Exercise prompt -
Transcribe word for word the lines below from the line with "#include <stddef.h>" through the line with "static void R(double", ends included.
══════════════════════════════
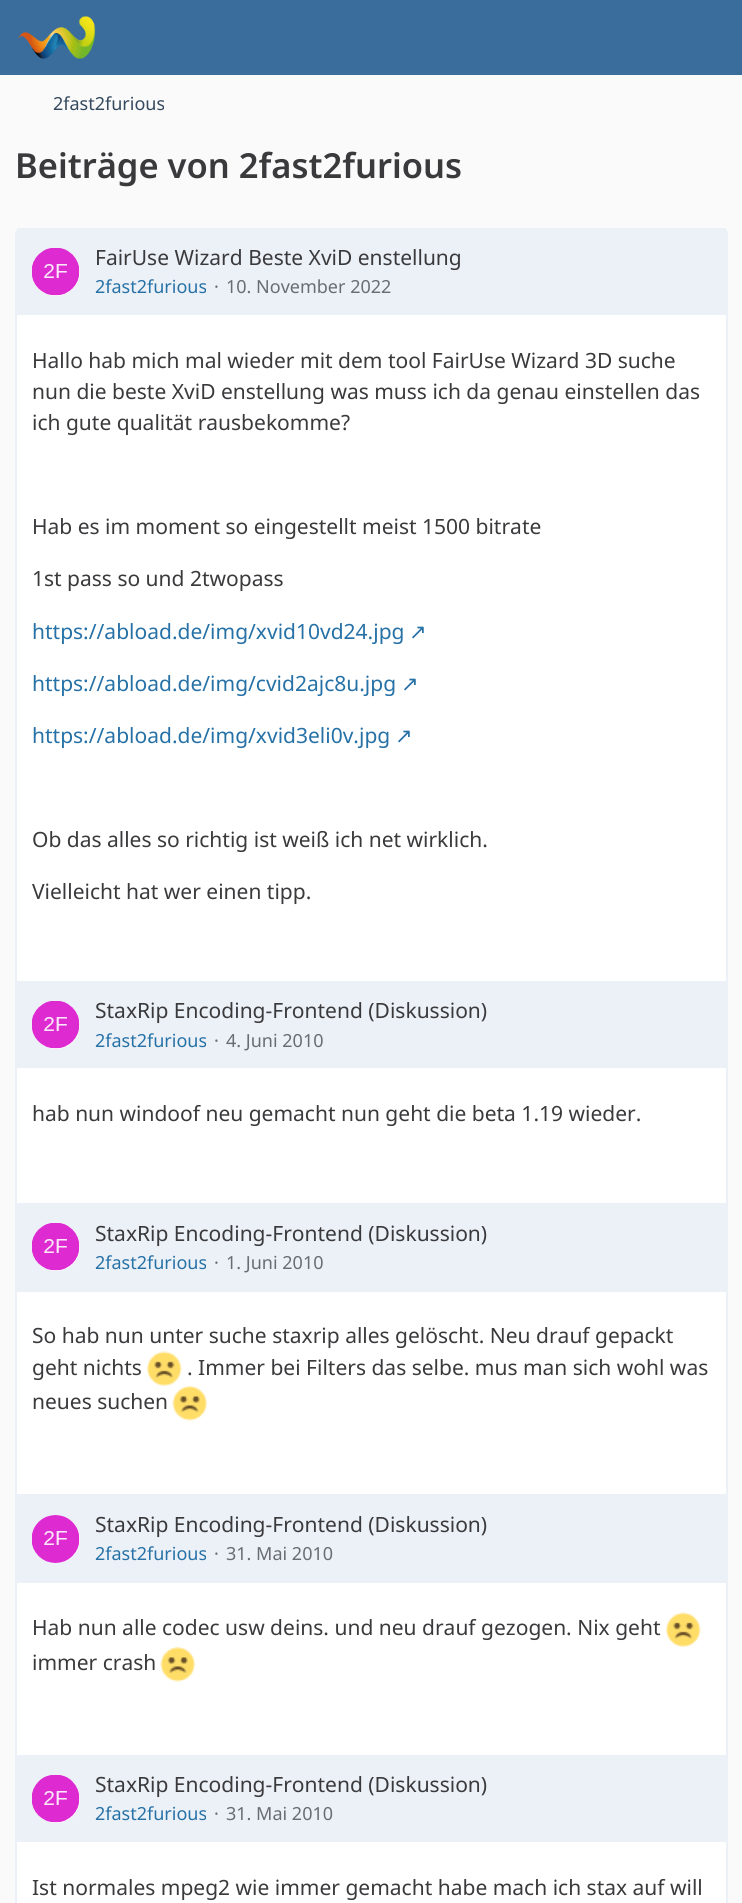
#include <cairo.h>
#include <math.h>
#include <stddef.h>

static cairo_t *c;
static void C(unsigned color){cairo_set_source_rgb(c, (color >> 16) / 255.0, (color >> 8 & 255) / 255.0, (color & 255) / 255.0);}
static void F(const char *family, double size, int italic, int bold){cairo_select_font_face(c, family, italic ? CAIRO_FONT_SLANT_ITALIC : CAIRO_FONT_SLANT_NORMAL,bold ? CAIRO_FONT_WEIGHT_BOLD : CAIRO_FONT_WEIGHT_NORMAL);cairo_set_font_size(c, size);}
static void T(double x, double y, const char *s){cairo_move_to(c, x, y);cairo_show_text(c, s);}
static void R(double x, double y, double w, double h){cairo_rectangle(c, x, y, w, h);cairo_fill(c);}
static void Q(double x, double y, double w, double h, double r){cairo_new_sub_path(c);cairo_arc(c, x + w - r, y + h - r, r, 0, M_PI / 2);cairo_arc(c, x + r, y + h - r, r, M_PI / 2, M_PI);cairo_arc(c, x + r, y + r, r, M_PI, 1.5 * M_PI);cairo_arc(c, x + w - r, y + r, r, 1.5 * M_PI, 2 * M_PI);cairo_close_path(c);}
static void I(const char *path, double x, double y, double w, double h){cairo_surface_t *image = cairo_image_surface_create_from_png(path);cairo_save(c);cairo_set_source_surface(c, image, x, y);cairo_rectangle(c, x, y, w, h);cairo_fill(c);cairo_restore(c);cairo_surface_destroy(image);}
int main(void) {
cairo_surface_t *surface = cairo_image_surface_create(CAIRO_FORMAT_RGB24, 742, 1903);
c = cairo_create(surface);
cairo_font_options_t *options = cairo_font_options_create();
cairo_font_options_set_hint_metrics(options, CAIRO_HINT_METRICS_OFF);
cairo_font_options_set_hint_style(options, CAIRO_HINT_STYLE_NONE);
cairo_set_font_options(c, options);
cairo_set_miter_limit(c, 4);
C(0xfafafa);
cairo_paint(c);
C(0x3a6d9c);
R(0,0,742,75);
I("1.png",18,16,78,43);
F("Noto Sans",18,0,0);
C(0x34495e);
T(53,110,"2fast2furious");
F("Noto Sans SemiBold",34.5,0,0);
C(0x3a3a3d);
T(15,178,"Beiträge von 2fast2furious");
C(0xffffff);
Q(16,229,711,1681,5);
cairo_fill_preserve(c);
C(0xecf1f7);
cairo_stroke(c);
R(17,228,709,87);
C(0xffffff);
cairo_arc(c,56,272,24,0,2 * M_PI);
cairo_fill(c);
I("2.png",32,248,48,48);
F("Noto Sans",21,0,0);
C(0x3a3a3d);
T(95,265,"FairUse Wizard Beste XviD enstellung");
F("Noto Sans",18,0,0);
C(0x2671a6);
T(95,293,"2fast2furious");
C(0x696d72);
T(214,293,"·");
T(226,293,"10. November 2022");
F("Noto Sans",21,0,0);
C(0x3a3a3d);
T(32,368,"Hallo hab mich mal wieder mit dem tool FairUse Wizard 3D suche");
T(32,399,"nun die beste XviD enstellung was muss ich da genau einstellen das");
T(32,430,"ich gute qualität rausbekomme?");
T(32,534,"Hab es im moment so eingestellt meist 1500 bitrate");
T(32,586,"1st pass so und 2twopass");
C(0x2671a6);
T(32,639,"https://abload.de/img/xvid10vd24.jpg");
F("DejaVu Sans",21,0,0);
T(409,639,"↗");
F("Noto Sans",21,0,0);
T(32,691,"https://abload.de/img/cvid2ajc8u.jpg");
F("DejaVu Sans",21,0,0);
T(401,691,"↗");
F("Noto Sans",21,0,0);
T(32,743,"https://abload.de/img/xvid3eli0v.jpg");
F("DejaVu Sans",21,0,0);
T(395,743,"↗");
F("Noto Sans",21,0,0);
C(0x3a3a3d);
T(32,847,"Ob das alles so richtig ist weiß ich net wirklich.");
T(32,899,"Vielleicht hat wer einen tipp.");
C(0xecf1f7);
R(17,981,709,87);
C(0xffffff);
cairo_new_path(c);
cairo_arc(c,56,1025,24,0,2 * M_PI);
cairo_fill(c);
I("3.png",32,1001,48,48);
C(0x3a3a3d);
T(95,1018,"StaxRip Encoding-Frontend (Diskussion)");
F("Noto Sans",18,0,0);
C(0x2671a6);
T(95,1047,"2fast2furious");
C(0x696d72);
T(214,1047,"·");
T(226,1047,"4. Juni 2010");
F("Noto Sans",21,0,0);
C(0x3a3a3d);
T(32,1121,"hab nun windoof neu gemacht nun geht die beta 1.19 wieder.");
C(0xecf1f7);
R(17,1203,709,89);
C(0xffffff);
cairo_new_path(c);
cairo_arc(c,56,1247,24,0,2 * M_PI);
cairo_fill(c);
I("4.png",32,1223,48,48);
C(0x3a3a3d);
T(95,1241,"StaxRip Encoding-Frontend (Diskussion)");
F("Noto Sans",18,0,0);
C(0x2671a6);
T(95,1269,"2fast2furious");
C(0x696d72);
T(214,1269,"·");
T(226,1269,"1. Juni 2010");
F("Noto Sans",21,0,0);
C(0x3a3a3d);
T(32,1343,"So hab nun unter suche staxrip alles gelöscht. Neu drauf gepackt");
T(32,1375,"geht nichts");
I("5.png",147,1351,35,35);
T(187,1375,". Immer bei Filters das selbe. mus man sich wohl was");
T(32,1409,"neues suchen");
I("6.png",172,1386,35,35);
C(0xecf1f7);
R(17,1494,709,89);
C(0xffffff);
cairo_arc(c,56,1539,24,0,2 * M_PI);
cairo_fill(c);
I("7.png",32,1515,48,48);
C(0x3a3a3d);
T(95,1532,"StaxRip Encoding-Frontend (Diskussion)");
F("Noto Sans",18,0,0);
C(0x2671a6);
T(95,1560,"2fast2furious");
C(0x696d72);
T(214,1560,"·");
T(226,1560,"31. Mai 2010");
F("Noto Sans",21,0,0);
C(0x3a3a3d);
T(32,1635,"Hab nun alle codec usw deins. und neu drauf gezogen. Nix geht");
I("5.png",666,1612,35,35);
T(32,1670,"immer crash");
I("6.png",160,1647,35,35);
C(0xecf1f7);
R(17,1755,709,87);
C(0xffffff);
cairo_arc(c,56,1799,24,0,2 * M_PI);
cairo_fill(c);
I("8.png",32,1775,48,48);
C(0x3a3a3d);
T(95,1792,"StaxRip Encoding-Frontend (Diskussion)");
F("Noto Sans",18,0,0);
C(0x2671a6);
T(95,1820,"2fast2furious");
C(0x696d72);
T(214,1820,"·");
T(226,1820,"31. Mai 2010");
F("Noto Sans",21,0,0);
C(0x3a3a3d);
T(32,1895,"Ist normales mpeg2 wie immer gemacht habe mach ich stax auf will");
cairo_surface_write_to_png(surface, "o.png");
cairo_font_options_destroy(options);
cairo_destroy(c);
cairo_surface_destroy(surface);
return 0;
}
══════════════════════════════
Exercise response -
#include <stddef.h>

static cairo_t *c;
static void C(unsigned color){cairo_set_source_rgb(c, (color >> 16) / 255.0, (color >> 8 & 255) / 255.0, (color & 255) / 255.0);}
static void F(const char *family, double size, int italic, int bold){cairo_select_font_face(c, family, italic ? CAIRO_FONT_SLANT_ITALIC : CAIRO_FONT_SLANT_NORMAL,bold ? CAIRO_FONT_WEIGHT_BOLD : CAIRO_FONT_WEIGHT_NORMAL);cairo_set_font_size(c, size);}
static void T(double x, double y, const char *s){cairo_move_to(c, x, y);cairo_show_text(c, s);}
static void R(double x, double y, double w, double h){cairo_rectangle(c, x, y, w, h);cairo_fill(c);}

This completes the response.